I am getting error Expecting value: line 1 column 1 (char 0) when trying to decode JSON.
The URL I use for the API call works fine in the browser, but gives this error when done through a curl request. The following is the code I use for the curl request.
The error happens at return simplejson.loads(response_json)
response_json = self.web_fetch(url)
response_json = response_json.decode('utf-8')
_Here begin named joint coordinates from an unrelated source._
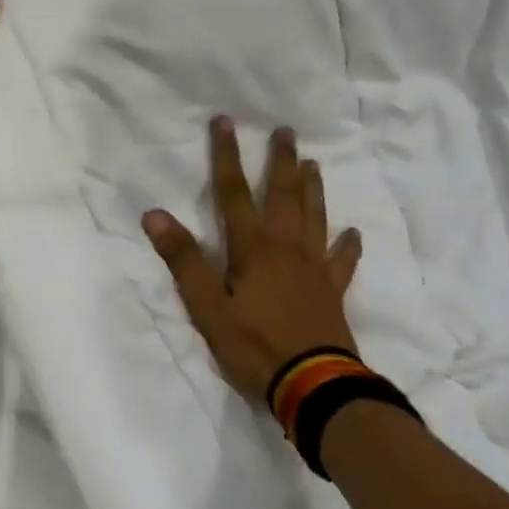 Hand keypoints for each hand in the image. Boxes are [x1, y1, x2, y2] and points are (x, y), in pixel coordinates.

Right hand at [143, 118, 362, 403]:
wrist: (314, 386)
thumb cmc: (254, 347)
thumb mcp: (208, 309)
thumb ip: (184, 261)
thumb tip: (155, 215)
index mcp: (252, 249)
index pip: (234, 193)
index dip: (226, 156)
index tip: (224, 122)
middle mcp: (286, 249)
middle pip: (283, 196)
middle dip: (280, 161)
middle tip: (285, 131)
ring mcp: (314, 269)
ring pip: (315, 218)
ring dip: (313, 189)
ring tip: (313, 163)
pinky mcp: (333, 292)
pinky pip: (342, 262)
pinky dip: (348, 245)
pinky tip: (353, 233)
return json.loads(response_json)
def web_fetch(self, url):
buffer = StringIO()
curl = pycurl.Curl()
curl.setopt(curl.URL, url)
curl.setopt(curl.TIMEOUT, self.timeout)
curl.setopt(curl.WRITEFUNCTION, buffer.write)
curl.perform()
curl.close()
response = buffer.getvalue().strip()
return response
Traceback:
File "/Users/nab/Desktop/myenv2/lib/python2.7/site-packages/django/core/handlers/base.py" in get_response
111. response = callback(request, *callback_args, **callback_kwargs)
File "/Users/nab/Desktop/pricestore/pricemodels/views.py" in view_category
620. apicall=api.API().search_parts(category_id= str(categoryofpart.api_id), manufacturer = manufacturer, filter = filters, start=(catpage-1)*20, limit=20, sort_by='[["mpn","asc"]]')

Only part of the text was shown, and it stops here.